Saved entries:
++++++++++++++++++++

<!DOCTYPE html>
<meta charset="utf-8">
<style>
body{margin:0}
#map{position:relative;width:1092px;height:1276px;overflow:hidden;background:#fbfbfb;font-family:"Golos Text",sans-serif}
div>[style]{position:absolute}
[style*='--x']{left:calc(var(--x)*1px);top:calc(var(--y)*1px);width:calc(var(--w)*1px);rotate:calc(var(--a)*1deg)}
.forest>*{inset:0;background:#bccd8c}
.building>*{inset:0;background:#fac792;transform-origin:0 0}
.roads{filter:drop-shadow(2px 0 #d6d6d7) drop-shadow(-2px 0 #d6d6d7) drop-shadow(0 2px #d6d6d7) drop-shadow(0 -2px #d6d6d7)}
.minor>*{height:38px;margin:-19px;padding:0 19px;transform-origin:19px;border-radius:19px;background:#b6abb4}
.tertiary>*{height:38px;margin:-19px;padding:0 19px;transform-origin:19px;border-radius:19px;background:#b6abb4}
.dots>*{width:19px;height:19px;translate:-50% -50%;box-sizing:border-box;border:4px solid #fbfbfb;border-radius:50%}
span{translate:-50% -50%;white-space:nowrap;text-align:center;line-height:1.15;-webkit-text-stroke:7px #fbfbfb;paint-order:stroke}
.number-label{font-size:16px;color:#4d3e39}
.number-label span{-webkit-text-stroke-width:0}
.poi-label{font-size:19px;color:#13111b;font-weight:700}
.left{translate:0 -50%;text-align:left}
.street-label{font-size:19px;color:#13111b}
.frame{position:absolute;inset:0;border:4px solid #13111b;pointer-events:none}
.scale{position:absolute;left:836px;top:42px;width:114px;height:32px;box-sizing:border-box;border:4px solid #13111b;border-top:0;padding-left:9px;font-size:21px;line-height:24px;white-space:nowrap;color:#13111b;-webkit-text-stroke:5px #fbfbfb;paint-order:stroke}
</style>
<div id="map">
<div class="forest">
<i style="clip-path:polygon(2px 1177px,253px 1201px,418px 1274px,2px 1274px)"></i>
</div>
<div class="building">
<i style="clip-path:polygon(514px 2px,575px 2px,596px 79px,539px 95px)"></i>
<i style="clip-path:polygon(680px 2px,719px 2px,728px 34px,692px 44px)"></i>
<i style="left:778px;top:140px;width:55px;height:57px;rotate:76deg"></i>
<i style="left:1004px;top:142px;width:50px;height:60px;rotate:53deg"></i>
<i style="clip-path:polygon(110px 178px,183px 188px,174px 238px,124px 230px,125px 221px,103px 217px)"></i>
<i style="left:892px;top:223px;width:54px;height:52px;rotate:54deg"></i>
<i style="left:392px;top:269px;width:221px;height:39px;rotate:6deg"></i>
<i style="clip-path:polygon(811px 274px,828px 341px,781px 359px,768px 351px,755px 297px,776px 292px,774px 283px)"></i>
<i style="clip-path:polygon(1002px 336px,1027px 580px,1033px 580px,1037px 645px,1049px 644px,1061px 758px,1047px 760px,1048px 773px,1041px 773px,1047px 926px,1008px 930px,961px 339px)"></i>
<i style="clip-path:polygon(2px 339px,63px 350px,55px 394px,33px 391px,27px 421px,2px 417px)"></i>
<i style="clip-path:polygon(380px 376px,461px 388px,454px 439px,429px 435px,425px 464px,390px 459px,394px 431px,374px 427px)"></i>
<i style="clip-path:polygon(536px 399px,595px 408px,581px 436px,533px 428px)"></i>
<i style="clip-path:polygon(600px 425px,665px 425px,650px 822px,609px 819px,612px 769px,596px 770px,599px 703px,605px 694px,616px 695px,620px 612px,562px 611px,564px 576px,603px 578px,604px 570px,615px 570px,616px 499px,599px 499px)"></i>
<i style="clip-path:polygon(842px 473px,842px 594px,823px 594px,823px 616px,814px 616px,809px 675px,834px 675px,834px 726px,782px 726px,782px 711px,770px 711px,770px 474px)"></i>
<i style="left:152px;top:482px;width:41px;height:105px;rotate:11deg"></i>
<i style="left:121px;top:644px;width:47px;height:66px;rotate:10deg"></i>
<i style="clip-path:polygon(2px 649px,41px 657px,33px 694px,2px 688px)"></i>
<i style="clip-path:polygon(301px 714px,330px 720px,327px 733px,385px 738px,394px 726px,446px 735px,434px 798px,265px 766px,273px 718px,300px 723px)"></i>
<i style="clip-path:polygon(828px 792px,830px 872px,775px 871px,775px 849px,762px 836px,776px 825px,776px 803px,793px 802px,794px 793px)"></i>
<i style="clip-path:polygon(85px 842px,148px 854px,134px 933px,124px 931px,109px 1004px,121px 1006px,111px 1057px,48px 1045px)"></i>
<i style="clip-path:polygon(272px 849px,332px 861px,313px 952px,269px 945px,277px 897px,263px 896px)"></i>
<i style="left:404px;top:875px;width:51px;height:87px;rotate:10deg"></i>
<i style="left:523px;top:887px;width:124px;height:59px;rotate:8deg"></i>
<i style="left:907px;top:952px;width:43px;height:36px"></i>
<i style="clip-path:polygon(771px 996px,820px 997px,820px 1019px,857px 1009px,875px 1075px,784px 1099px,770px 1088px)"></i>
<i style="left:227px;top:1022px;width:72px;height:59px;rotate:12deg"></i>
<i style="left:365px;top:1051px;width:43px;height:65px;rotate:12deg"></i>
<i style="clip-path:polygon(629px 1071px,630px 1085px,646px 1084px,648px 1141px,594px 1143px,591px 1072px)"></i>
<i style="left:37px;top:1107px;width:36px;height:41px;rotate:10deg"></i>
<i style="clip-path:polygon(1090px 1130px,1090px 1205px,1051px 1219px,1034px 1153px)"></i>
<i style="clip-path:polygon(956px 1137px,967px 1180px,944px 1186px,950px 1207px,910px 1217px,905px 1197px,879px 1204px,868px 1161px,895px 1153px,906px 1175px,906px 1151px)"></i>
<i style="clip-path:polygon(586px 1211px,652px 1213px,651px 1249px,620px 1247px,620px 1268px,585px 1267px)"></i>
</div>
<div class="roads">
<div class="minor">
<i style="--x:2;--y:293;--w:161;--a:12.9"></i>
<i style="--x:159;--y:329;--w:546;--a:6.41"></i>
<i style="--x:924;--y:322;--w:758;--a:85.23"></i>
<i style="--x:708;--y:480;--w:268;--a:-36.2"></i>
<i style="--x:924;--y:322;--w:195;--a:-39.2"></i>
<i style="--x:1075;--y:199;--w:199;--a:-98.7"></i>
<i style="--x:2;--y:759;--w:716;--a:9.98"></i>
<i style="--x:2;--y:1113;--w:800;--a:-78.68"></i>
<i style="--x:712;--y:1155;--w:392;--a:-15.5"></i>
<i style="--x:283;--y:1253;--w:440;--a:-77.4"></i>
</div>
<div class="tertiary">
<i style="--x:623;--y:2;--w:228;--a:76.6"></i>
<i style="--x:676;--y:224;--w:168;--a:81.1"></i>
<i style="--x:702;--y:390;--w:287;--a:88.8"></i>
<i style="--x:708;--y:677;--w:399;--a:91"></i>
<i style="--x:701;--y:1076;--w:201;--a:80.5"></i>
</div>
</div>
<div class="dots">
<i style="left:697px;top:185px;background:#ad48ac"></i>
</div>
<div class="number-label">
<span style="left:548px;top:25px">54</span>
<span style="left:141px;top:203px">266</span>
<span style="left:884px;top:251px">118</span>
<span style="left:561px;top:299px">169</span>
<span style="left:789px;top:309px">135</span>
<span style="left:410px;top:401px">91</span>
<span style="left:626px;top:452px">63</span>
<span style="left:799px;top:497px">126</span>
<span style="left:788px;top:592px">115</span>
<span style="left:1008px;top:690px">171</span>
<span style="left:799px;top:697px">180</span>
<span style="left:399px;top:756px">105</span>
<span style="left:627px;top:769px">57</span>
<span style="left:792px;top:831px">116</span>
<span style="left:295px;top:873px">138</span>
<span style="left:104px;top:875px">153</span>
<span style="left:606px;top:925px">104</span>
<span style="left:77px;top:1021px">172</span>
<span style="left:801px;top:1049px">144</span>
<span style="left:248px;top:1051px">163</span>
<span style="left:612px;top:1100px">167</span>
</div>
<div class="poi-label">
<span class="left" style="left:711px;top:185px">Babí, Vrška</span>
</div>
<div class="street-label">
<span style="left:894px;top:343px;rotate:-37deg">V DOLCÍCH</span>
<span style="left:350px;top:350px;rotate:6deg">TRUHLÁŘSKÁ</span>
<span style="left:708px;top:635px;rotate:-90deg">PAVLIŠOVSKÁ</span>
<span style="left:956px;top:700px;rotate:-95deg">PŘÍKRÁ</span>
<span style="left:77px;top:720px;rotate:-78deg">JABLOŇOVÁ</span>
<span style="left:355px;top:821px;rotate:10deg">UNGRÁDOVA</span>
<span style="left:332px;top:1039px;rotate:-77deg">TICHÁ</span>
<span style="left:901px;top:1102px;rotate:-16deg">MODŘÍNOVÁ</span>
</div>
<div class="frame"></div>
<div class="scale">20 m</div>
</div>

++++++++++++++++++++

What you need to do: Take the lines from the first line of the records through the line holding "0 #d6d6d7) drop-shadow(-2px", both included, and please reproduce them exactly with nothing added.

Expected answer:
<!DOCTYPE html>
<meta charset="utf-8">
<style>
body{margin:0}
#map{position:relative;width:1092px;height:1276px;overflow:hidden;background:#fbfbfb;font-family:"Golos Text",sans-serif}
div>[style]{position:absolute}
[style*='--x']{left:calc(var(--x)*1px);top:calc(var(--y)*1px);width:calc(var(--w)*1px);rotate:calc(var(--a)*1deg)}
.forest>*{inset:0;background:#bccd8c}
.building>*{inset:0;background:#fac792;transform-origin:0 0}
.roads{filter:drop-shadow(2px 0 #d6d6d7) drop-shadow(-2px 0 #d6d6d7) drop-shadow(0 2px #d6d6d7) drop-shadow(0 -2px #d6d6d7)}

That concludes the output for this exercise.